**Exercise:**
Go over the data below line by line, and state how many lines contain the string "Brisbane". Give the number only.

··· Supplied data ···

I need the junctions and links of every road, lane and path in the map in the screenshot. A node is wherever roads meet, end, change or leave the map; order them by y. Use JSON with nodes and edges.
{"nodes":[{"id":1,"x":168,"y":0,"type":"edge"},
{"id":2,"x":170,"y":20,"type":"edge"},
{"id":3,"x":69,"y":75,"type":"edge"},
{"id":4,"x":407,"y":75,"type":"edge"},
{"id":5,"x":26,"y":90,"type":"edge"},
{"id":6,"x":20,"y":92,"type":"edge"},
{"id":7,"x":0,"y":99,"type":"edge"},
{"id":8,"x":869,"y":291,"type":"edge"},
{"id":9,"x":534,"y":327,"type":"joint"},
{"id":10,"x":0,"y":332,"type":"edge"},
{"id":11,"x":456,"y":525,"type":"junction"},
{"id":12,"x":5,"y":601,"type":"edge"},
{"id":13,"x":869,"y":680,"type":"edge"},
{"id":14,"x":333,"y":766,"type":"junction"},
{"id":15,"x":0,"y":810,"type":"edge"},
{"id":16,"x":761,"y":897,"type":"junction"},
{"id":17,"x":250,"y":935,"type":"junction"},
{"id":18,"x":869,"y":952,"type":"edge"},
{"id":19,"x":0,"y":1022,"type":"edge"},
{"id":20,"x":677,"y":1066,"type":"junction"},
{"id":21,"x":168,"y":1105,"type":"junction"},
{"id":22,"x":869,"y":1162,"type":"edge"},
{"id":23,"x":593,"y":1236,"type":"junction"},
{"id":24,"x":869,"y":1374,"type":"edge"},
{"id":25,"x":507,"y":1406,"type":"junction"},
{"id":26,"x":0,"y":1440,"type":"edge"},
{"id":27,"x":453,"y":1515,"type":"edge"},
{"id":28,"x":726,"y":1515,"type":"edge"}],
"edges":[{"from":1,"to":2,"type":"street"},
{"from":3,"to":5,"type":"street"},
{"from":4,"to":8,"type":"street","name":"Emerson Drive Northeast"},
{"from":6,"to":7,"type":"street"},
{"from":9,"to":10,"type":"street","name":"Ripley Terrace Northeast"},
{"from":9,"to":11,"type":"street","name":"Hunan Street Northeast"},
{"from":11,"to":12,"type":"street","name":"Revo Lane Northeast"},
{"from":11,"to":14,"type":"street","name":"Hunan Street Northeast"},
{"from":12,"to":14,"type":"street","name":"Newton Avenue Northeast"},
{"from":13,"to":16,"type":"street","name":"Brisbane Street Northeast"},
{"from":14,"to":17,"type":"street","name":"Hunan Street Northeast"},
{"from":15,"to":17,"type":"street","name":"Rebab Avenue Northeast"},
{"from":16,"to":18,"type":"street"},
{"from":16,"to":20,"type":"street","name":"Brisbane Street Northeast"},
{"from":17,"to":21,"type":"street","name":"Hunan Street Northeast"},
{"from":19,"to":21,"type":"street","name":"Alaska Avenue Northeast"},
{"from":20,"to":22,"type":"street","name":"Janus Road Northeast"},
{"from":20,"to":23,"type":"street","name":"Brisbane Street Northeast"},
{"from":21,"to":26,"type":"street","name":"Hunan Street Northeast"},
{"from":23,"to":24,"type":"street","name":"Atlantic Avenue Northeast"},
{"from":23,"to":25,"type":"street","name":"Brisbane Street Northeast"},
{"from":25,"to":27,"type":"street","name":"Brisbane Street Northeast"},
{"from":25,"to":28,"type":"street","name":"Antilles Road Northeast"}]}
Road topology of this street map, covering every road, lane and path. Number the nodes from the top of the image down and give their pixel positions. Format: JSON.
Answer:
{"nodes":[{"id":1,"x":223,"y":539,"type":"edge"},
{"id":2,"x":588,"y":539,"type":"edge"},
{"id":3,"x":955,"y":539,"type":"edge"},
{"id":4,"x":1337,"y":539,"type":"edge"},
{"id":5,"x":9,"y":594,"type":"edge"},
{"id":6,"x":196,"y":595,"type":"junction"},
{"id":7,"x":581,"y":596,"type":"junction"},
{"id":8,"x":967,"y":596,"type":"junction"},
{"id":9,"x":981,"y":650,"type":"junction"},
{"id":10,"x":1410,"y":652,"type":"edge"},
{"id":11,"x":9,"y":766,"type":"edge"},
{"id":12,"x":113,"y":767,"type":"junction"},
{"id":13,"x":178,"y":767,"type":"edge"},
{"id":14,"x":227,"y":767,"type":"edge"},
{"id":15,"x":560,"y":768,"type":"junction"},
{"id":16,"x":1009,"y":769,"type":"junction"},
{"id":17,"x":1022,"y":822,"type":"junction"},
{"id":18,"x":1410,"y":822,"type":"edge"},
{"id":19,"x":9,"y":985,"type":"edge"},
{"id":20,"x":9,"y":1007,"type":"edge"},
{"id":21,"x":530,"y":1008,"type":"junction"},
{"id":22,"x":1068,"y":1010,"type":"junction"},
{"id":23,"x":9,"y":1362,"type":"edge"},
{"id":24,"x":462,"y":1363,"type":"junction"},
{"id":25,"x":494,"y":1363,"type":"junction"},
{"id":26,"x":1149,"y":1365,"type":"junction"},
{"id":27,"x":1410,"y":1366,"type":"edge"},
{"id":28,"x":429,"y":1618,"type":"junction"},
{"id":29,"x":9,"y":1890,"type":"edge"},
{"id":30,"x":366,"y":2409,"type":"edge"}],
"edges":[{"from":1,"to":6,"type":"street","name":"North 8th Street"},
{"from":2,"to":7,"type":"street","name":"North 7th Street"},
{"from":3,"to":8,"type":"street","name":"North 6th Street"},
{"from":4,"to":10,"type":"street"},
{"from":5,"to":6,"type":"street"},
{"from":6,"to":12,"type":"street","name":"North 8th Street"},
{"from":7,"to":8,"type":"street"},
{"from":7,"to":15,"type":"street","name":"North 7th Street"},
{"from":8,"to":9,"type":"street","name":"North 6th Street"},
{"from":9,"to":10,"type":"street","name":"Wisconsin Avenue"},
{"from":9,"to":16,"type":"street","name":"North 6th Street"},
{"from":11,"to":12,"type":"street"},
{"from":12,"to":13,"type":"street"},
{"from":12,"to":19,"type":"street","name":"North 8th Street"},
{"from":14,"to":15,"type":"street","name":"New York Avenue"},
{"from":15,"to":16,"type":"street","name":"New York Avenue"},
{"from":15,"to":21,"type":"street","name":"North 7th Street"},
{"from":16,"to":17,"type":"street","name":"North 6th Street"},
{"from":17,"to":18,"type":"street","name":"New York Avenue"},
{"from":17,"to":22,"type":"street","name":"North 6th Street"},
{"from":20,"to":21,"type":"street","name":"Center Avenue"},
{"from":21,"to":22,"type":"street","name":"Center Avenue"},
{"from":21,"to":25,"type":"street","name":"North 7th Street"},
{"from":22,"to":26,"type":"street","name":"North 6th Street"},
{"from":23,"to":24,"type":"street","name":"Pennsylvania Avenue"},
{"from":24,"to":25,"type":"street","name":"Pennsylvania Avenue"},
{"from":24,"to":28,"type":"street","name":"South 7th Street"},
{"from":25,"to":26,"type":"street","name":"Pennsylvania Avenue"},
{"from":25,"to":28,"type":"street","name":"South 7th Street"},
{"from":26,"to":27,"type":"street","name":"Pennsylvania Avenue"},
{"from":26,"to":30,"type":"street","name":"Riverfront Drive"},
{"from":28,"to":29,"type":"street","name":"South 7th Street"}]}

···

**Solution below:**
5